- **Problem statement**
Give every line of the data again, unchanged, but with no pictures.
---------------
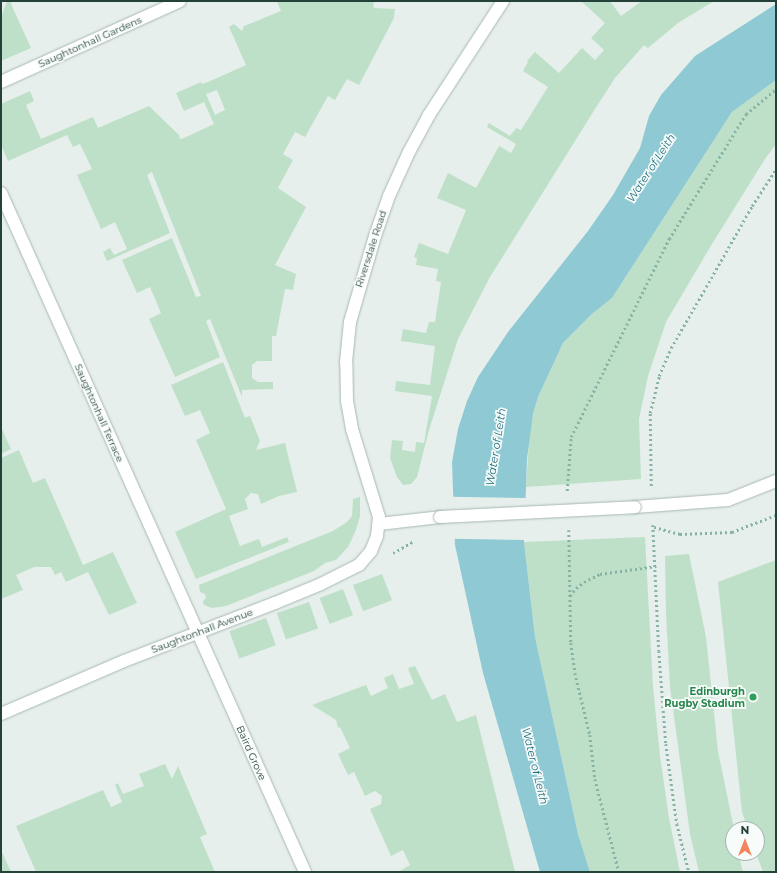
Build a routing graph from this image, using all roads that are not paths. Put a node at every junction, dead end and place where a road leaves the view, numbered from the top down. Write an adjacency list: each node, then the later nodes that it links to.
1 (180, 1): 3 (street, Saughtonhall Gardens)
2 (500, 2): 6 (street, Riversdale Road)
3 (1, 82)
4 (1, 194): 7 (street, Saughtonhall Terrace)
5 (776, 481): 6 (street, bridge)
6 (379, 524): 7 (street, Saughtonhall Avenue)
7 (197, 633): 8 (street, Saughtonhall Avenue); 9 (street, Baird Grove)
8 (1, 714)
9 (305, 872)

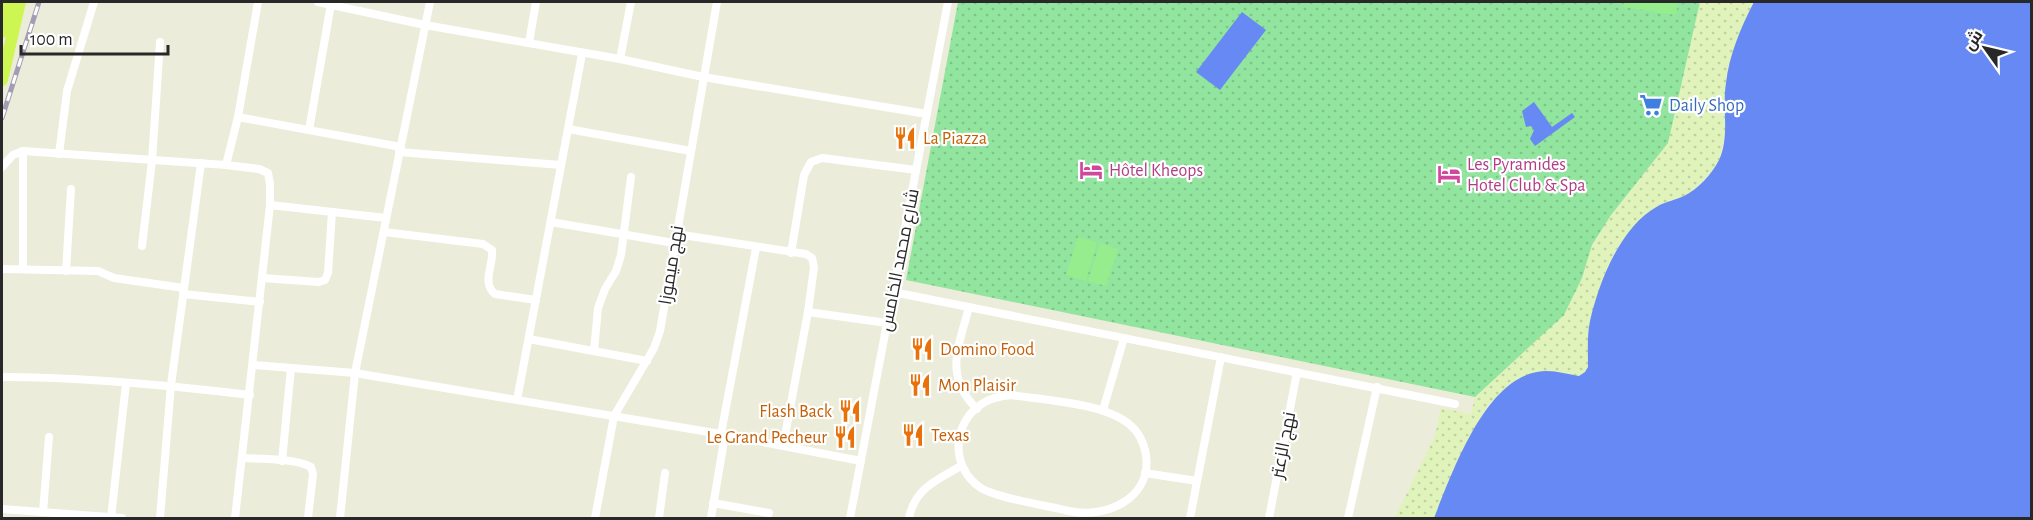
---------------
- **Response box**
Build a routing graph from this image, using all roads that are not paths. Put a node at every junction, dead end and place where a road leaves the view, numbered from the top down. Write an adjacency list: each node, then the later nodes that it links to.
1 (180, 1): 3 (street, Saughtonhall Gardens)
2 (500, 2): 6 (street, Riversdale Road)
3 (1, 82)
4 (1, 194): 7 (street, Saughtonhall Terrace)
5 (776, 481): 6 (street, bridge)
6 (379, 524): 7 (street, Saughtonhall Avenue)
7 (197, 633): 8 (street, Saughtonhall Avenue); 9 (street, Baird Grove)
8 (1, 714)
9 (305, 872)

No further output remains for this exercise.